- IATA: EYS; ICAO: HKES;

Summary
- Airport type: Public, Civilian
- Owner: Kenya Airports Authority
- Serves: Eliye Springs
- Location: Eliye Springs, Kenya
- Elevation AMSL: 1,395 ft / 425 m
- Coordinates: 03°14′11″N 035°58′28″E﻿ / ﻿3.23639°N 35.97444°E

Map
- EYS Location of the airport in Kenya

Runways
| Direction | Length |  | Surface |
| ft | m |
| 09/27 | 2,740 | 835 | Asphalt |

= Eliye Springs Airport =

Eliye Springs Airport is an airport in the Turkana County, Kenya.

==Location==
Eliye Springs Airport is located in Eliye Springs, a village in Turkana County in northwestern Kenya, on the western shores of Lake Turkana.
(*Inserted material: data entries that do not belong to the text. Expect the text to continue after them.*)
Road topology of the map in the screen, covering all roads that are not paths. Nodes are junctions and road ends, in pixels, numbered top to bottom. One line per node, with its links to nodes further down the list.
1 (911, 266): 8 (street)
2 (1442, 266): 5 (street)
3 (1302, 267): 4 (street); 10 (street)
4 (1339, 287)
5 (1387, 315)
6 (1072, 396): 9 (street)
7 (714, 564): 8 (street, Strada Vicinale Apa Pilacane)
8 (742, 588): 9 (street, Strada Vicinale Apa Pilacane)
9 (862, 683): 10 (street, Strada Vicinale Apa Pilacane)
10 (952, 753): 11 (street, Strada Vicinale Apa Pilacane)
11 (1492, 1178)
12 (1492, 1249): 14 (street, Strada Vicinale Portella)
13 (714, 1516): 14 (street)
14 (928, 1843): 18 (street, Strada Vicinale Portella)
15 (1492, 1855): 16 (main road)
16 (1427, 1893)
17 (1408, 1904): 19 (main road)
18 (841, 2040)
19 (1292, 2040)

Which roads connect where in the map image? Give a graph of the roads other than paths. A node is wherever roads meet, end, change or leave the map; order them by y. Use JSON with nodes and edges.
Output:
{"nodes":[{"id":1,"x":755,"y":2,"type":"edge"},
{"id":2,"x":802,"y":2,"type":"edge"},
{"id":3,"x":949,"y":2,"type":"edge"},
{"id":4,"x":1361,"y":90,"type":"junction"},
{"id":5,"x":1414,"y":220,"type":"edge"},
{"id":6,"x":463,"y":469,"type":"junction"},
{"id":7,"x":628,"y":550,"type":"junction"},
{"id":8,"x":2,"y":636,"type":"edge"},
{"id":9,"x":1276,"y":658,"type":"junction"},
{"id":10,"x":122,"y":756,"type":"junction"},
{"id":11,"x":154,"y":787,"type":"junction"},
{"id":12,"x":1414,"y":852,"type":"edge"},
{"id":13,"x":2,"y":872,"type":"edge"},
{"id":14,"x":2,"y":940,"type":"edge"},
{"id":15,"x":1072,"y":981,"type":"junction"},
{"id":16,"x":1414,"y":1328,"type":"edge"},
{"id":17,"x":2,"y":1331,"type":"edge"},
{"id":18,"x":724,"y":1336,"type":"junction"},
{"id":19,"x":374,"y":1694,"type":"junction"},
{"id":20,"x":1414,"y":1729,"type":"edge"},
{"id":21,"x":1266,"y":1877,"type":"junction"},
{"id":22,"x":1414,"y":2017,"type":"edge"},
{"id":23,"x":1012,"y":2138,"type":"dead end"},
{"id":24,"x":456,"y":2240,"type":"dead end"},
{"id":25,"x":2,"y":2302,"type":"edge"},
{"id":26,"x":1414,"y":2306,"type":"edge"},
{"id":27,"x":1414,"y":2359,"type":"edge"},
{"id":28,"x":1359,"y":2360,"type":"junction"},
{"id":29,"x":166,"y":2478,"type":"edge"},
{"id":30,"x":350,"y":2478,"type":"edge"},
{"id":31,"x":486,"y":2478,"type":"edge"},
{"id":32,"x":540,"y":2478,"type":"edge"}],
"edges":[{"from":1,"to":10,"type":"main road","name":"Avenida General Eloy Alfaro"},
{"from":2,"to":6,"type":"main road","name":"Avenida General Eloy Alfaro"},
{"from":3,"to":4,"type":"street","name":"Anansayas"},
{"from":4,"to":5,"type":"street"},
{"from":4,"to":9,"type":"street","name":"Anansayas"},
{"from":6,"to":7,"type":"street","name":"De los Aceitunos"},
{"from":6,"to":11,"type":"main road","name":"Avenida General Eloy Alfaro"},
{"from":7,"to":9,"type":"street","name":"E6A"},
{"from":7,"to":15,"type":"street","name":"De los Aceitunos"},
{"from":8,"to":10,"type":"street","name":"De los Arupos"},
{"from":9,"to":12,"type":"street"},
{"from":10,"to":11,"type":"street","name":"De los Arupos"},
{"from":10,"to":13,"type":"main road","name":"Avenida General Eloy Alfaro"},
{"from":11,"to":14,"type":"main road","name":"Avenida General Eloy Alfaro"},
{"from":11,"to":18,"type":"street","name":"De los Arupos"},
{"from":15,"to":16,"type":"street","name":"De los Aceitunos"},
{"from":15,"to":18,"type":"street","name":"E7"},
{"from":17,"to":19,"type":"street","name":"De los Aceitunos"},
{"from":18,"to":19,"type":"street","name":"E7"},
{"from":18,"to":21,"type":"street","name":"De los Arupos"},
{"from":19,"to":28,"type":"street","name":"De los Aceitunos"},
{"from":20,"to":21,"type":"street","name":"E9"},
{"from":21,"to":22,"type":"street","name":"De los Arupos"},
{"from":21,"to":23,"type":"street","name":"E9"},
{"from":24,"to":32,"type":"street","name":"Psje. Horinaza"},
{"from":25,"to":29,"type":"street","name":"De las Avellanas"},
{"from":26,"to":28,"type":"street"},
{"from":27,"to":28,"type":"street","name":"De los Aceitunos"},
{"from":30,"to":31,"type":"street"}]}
By air, Eliye Springs Airport is situated approximately 530 km, by air, northwest of Nairobi International Airport, Kenya's largest civilian airport. The geographic coordinates of this airport are:3° 13' 12.00"N, 36° 0' 0.00"E (Latitude:3.220000; Longitude:36.000000).

==Overview==
Eliye Springs Airport is a small civilian airport, serving the village of Eliye Springs. Situated at 425 m above sea level, the airport has a single unpaved runway measuring 835 m in length.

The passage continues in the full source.